One would think that if you wanted someone to truly learn about God, and Christ’s message that you would want them to learn to read as soon as possible. You would perhaps even give them a bible to practice reading as is done widely now by missionaries in the field.

It would be a welcome sign of understanding to see the people that you teach singing spirituals and incorporating Christian faith into their daily lives. This was clearly not the case during slavery.

For many it was a weapon used to keep blacks in line, it was put on for show and not in reality or in practice. Families were destroyed, lives were lost and the same people went to church every Sunday and professed to be the best of Christians. Then during the week they made the lives of countless slaves a living hell. There are numerous instances of the lack of regard of family structure in Harriet Jacobs’s book. Her not being able to see her father when he died is one. The “master” trying to sell Aunt Marthy is another. The acceptance of the slave owner cohabiting with his slaves while married is another. This evidenced by the light , fair skinned babies that were commonplace on most plantations. The lack of Christian compassion shown during this time period is marked the Curse of Cain, was one way to justify mistreating one’s fellow man(even though they were black).

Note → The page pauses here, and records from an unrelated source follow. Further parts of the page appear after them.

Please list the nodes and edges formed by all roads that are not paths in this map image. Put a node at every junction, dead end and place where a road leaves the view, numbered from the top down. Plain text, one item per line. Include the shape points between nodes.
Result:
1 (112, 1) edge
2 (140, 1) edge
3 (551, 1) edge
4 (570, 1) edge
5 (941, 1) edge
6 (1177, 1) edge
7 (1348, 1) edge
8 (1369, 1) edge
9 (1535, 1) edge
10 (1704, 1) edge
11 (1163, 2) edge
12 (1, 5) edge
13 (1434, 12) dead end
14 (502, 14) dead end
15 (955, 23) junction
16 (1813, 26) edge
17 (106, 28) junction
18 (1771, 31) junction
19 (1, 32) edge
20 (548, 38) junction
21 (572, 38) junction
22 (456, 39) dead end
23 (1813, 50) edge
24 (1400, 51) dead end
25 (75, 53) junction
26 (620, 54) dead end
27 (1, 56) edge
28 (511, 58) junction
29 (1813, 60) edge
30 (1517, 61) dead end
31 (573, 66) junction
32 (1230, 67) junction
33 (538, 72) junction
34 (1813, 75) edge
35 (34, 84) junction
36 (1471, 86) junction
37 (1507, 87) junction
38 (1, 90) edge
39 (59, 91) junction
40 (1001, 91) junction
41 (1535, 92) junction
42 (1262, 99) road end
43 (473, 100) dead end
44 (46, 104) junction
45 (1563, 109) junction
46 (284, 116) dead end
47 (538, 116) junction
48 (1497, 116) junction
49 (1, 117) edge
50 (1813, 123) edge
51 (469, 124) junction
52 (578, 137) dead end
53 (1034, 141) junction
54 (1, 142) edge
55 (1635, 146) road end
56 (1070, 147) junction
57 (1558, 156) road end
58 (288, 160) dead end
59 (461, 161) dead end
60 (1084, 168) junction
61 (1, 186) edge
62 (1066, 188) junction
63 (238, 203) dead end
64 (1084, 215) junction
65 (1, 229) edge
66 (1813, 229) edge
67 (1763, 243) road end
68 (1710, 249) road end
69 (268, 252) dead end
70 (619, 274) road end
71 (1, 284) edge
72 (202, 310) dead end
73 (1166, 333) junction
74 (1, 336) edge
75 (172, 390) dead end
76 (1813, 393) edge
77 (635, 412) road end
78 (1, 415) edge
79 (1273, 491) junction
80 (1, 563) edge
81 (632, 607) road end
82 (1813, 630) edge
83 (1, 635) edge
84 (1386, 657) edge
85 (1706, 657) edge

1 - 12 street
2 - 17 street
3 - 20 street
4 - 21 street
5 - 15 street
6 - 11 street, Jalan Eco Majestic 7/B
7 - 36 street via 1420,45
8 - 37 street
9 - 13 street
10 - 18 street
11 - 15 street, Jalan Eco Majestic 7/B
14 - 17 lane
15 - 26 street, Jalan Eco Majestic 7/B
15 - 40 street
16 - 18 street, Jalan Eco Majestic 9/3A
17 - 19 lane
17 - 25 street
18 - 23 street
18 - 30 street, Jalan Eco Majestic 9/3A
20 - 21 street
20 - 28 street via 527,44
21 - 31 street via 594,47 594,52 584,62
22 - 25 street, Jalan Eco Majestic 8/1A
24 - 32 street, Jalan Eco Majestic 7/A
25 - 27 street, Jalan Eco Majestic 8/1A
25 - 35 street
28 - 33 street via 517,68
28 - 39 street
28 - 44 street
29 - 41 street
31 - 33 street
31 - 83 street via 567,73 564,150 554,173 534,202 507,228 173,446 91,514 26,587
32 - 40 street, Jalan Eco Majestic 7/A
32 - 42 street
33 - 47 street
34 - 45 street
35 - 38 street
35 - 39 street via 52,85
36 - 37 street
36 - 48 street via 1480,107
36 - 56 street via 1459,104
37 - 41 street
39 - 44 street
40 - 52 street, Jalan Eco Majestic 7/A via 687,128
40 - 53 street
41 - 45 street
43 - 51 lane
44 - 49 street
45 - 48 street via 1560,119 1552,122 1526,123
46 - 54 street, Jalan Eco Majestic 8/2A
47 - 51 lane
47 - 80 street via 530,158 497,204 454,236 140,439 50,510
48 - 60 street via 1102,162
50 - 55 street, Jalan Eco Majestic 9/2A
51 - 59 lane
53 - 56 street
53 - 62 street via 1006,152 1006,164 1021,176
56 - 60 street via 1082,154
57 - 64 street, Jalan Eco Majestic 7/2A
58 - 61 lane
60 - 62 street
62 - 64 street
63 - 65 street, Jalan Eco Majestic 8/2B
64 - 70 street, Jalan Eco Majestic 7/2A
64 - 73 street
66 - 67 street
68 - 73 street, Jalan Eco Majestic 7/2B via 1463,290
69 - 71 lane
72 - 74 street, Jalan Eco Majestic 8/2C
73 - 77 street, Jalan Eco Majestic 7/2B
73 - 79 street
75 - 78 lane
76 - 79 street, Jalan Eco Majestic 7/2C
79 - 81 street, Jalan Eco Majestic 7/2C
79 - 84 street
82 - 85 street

It is no lesser ironic that out of the mistreatment shown to slaves and free blacks that the African Methodist Episcopal Church was founded by a black man, Richard Allen – after being denied the right to worship alongside the very whites that “wanted” slaves to get some religion and that to this day this is one of the largest denominations internationally and that they have themselves taken on mission work and ministering to those in far reaches and countries with however a notable difference in the consideration for the cultural differences of the places they visit and the traditions of the people they are trying to teach.

In fact you could say the lesson learned from the ironies visited upon the slaves was the RIGHT way to go about spreading the good news and to be INCLUSIVE as opposed to divisive. At least one can but hope from the work that has been done and that is still going on in the AME church and its outreach and mission work.